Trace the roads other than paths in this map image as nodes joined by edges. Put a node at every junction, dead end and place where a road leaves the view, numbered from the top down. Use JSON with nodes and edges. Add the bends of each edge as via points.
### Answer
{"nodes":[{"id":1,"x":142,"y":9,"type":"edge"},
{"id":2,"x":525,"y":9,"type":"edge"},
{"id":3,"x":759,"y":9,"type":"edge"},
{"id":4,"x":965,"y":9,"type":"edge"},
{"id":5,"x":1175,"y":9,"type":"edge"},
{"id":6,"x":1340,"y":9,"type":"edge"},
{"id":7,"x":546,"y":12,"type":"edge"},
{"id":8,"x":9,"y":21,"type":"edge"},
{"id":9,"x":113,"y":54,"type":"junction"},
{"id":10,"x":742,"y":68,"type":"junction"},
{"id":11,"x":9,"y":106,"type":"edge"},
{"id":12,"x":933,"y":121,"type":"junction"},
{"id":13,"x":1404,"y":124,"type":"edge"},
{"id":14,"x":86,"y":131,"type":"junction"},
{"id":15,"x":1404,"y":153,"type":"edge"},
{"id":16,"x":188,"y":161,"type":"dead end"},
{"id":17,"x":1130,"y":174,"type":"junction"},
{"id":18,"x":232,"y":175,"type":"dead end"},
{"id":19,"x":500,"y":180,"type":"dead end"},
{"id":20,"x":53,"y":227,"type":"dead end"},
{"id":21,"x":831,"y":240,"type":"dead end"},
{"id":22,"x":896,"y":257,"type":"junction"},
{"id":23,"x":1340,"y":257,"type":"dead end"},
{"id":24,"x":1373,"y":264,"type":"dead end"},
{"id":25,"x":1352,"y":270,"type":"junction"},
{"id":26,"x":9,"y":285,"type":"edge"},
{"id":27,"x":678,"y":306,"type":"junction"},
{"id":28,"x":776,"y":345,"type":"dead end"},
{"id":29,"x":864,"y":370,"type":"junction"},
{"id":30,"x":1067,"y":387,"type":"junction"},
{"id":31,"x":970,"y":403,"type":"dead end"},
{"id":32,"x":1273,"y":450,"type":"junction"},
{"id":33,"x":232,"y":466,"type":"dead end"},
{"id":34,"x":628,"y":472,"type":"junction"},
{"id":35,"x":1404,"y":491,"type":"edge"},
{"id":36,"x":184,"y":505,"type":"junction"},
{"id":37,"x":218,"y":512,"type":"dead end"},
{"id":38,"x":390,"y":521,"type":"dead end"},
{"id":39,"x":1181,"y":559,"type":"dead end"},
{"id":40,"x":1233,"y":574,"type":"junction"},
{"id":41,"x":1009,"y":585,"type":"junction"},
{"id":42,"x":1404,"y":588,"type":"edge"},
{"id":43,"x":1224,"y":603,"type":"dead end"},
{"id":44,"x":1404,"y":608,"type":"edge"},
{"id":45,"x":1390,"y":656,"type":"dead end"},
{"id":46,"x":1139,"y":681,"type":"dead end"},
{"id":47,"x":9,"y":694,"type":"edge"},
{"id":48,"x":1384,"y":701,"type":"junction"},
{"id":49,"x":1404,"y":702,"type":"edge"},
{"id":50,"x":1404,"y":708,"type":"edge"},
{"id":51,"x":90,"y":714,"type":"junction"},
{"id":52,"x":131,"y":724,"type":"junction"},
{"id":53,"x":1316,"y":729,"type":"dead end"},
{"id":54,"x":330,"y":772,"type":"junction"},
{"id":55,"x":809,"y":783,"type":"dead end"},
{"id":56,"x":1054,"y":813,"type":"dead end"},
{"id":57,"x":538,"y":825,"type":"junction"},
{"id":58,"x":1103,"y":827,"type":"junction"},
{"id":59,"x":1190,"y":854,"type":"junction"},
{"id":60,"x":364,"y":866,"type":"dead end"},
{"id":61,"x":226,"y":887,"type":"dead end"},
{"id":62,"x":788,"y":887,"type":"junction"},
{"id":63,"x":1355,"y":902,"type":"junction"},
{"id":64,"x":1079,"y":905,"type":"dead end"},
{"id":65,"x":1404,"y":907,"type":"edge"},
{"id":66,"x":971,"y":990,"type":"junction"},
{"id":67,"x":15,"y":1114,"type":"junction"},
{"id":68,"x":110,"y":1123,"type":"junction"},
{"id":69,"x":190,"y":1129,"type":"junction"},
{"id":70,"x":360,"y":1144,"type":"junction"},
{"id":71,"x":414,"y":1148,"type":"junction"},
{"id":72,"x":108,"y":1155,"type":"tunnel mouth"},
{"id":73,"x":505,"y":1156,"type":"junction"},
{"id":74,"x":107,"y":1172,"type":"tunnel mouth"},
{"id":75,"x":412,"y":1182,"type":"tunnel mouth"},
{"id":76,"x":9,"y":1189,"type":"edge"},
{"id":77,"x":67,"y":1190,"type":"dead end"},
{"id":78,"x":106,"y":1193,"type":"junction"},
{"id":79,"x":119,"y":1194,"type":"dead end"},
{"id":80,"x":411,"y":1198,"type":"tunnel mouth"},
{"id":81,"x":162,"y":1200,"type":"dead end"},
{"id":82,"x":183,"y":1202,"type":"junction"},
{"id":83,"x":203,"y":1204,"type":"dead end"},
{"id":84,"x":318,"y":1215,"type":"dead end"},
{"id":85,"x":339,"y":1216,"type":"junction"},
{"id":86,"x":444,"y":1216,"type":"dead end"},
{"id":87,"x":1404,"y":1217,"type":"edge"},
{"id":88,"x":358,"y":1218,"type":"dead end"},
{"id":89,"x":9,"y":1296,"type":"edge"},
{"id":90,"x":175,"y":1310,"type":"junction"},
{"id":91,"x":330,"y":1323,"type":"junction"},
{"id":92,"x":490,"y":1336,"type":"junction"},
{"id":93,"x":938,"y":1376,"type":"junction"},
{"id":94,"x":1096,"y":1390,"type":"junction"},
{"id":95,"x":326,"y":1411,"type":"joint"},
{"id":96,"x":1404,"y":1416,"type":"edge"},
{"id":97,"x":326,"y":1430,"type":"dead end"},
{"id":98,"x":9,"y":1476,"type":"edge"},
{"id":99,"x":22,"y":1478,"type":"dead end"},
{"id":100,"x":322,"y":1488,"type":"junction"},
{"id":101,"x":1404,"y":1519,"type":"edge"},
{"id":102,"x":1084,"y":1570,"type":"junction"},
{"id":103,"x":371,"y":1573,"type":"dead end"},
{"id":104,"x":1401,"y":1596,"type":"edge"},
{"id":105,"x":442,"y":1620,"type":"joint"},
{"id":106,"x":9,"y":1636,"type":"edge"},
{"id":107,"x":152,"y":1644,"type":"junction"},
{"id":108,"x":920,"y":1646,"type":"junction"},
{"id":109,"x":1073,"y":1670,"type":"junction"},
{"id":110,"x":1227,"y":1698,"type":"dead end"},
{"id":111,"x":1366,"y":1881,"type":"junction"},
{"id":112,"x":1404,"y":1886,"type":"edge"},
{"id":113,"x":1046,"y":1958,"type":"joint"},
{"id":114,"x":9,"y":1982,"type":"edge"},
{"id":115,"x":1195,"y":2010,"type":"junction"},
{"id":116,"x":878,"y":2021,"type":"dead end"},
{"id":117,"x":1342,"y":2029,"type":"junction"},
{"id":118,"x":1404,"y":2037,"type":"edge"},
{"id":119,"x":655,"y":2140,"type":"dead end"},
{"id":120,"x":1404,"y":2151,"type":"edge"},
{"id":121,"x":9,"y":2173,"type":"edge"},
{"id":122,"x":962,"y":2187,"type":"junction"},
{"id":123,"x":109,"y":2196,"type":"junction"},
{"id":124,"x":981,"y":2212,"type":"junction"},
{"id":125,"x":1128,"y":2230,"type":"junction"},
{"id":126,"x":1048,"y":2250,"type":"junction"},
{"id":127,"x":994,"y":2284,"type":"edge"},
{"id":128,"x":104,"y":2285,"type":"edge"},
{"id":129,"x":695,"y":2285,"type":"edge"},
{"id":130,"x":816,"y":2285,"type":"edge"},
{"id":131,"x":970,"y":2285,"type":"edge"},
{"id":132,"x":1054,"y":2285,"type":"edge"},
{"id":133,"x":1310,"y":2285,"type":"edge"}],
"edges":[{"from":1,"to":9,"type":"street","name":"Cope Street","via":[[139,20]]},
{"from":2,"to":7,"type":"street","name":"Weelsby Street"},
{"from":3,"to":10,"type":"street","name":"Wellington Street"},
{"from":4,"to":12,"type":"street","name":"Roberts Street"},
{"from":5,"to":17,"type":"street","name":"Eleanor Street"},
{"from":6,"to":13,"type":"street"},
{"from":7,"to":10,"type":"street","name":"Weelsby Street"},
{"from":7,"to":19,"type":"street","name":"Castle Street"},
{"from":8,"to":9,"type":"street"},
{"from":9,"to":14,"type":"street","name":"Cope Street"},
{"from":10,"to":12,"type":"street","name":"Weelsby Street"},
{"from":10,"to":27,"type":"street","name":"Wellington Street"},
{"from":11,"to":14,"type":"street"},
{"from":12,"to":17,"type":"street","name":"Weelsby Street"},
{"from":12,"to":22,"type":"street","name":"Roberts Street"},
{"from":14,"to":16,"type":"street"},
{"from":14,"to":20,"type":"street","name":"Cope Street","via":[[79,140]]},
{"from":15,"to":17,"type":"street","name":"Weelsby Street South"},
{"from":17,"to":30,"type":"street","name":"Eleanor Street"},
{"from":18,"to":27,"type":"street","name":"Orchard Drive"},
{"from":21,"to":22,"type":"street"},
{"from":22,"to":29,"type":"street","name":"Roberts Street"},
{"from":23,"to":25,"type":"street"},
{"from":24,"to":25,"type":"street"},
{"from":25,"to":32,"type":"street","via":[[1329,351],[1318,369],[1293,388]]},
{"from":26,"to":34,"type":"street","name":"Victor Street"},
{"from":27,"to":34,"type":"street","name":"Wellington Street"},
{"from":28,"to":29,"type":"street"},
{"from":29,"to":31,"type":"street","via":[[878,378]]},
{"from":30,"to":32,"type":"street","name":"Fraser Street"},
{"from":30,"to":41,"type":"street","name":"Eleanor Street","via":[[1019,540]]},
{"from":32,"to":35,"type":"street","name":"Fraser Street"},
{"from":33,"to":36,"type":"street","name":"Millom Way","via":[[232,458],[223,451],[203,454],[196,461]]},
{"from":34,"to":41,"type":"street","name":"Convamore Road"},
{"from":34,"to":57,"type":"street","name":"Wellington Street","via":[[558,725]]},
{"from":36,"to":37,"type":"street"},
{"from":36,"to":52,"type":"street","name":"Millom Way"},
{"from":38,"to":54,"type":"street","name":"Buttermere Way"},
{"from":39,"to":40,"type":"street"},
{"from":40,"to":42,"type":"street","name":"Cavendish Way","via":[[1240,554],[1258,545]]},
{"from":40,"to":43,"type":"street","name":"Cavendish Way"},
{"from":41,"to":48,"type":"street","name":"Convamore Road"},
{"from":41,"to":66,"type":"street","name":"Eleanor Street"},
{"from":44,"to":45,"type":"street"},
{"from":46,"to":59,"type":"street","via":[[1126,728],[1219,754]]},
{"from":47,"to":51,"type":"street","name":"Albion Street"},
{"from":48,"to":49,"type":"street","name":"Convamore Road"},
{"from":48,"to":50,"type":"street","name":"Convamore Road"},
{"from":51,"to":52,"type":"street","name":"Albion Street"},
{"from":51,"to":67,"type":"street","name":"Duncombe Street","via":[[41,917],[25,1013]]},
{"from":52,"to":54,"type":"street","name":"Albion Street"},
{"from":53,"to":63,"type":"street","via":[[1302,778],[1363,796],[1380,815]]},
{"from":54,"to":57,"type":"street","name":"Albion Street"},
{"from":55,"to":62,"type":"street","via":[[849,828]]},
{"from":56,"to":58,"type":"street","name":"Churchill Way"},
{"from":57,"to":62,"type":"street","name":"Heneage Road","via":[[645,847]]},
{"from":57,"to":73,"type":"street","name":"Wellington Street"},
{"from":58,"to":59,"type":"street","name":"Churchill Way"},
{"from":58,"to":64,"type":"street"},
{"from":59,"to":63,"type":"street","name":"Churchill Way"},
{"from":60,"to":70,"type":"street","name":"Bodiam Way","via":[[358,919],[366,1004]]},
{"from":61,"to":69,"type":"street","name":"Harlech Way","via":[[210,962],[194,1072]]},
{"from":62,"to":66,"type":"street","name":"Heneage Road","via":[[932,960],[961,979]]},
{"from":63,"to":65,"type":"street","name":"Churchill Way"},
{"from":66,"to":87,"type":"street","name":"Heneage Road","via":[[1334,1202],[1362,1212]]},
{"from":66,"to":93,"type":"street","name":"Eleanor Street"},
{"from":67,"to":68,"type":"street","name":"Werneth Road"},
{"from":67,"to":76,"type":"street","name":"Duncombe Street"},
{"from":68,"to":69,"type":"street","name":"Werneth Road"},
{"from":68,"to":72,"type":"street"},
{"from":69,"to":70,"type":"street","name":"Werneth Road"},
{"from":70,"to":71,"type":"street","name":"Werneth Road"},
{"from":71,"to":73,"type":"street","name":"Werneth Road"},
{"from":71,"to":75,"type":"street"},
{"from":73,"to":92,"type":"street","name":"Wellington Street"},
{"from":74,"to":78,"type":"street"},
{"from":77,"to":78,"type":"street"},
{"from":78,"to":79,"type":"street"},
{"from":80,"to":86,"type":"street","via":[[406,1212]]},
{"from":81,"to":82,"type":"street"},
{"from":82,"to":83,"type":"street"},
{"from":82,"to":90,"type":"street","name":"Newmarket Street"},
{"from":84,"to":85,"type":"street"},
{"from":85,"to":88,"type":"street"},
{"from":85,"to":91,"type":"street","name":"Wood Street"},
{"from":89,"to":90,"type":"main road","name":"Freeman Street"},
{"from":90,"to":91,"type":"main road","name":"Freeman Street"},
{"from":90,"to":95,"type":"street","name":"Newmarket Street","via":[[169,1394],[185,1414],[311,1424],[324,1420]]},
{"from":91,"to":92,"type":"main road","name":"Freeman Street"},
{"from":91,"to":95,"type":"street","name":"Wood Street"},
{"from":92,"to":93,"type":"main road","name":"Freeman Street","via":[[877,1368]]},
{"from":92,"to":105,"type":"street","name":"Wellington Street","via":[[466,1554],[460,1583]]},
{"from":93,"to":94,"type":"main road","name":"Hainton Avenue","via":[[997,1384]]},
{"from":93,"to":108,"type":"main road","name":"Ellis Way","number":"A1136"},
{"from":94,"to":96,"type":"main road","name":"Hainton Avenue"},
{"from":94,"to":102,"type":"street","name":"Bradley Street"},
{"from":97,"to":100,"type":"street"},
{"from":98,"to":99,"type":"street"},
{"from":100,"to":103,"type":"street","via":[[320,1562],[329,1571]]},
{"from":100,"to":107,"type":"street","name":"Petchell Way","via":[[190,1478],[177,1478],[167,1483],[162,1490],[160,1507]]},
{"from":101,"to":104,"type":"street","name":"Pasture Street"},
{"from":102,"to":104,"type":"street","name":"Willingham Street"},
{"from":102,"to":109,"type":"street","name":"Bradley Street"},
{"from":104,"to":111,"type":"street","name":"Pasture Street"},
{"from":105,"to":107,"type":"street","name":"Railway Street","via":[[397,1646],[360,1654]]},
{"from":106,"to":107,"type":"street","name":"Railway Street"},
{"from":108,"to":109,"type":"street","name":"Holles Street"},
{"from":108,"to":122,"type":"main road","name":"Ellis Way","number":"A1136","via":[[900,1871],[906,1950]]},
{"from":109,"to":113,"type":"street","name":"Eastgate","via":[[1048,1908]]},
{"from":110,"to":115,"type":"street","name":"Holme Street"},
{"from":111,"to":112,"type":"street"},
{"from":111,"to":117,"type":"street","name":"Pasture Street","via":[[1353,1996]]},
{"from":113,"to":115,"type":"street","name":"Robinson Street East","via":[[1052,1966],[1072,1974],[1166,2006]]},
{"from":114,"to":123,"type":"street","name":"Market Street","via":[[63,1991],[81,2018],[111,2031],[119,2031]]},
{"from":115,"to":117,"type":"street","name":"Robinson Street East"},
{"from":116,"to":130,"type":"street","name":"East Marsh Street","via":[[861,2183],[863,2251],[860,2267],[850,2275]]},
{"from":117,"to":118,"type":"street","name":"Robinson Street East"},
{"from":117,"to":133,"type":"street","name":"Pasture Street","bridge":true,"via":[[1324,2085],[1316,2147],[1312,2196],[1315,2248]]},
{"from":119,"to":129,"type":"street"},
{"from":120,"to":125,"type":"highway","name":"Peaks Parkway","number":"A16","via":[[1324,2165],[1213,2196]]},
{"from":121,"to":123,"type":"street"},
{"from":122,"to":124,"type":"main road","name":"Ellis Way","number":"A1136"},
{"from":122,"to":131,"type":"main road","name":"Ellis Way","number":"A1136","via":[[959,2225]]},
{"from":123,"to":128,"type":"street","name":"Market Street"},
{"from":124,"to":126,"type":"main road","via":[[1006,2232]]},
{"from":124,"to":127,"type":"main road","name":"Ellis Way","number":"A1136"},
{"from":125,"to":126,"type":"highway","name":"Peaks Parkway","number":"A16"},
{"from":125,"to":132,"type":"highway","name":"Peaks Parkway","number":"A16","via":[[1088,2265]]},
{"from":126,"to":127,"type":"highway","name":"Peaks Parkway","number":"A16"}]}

= = = = =

WHAT YOU ARE ASKED TO DO: Report the number of lines in the listing that hold the string "Werneth", and nothing else.

SOLUTION TO THIS PROBLEM: 5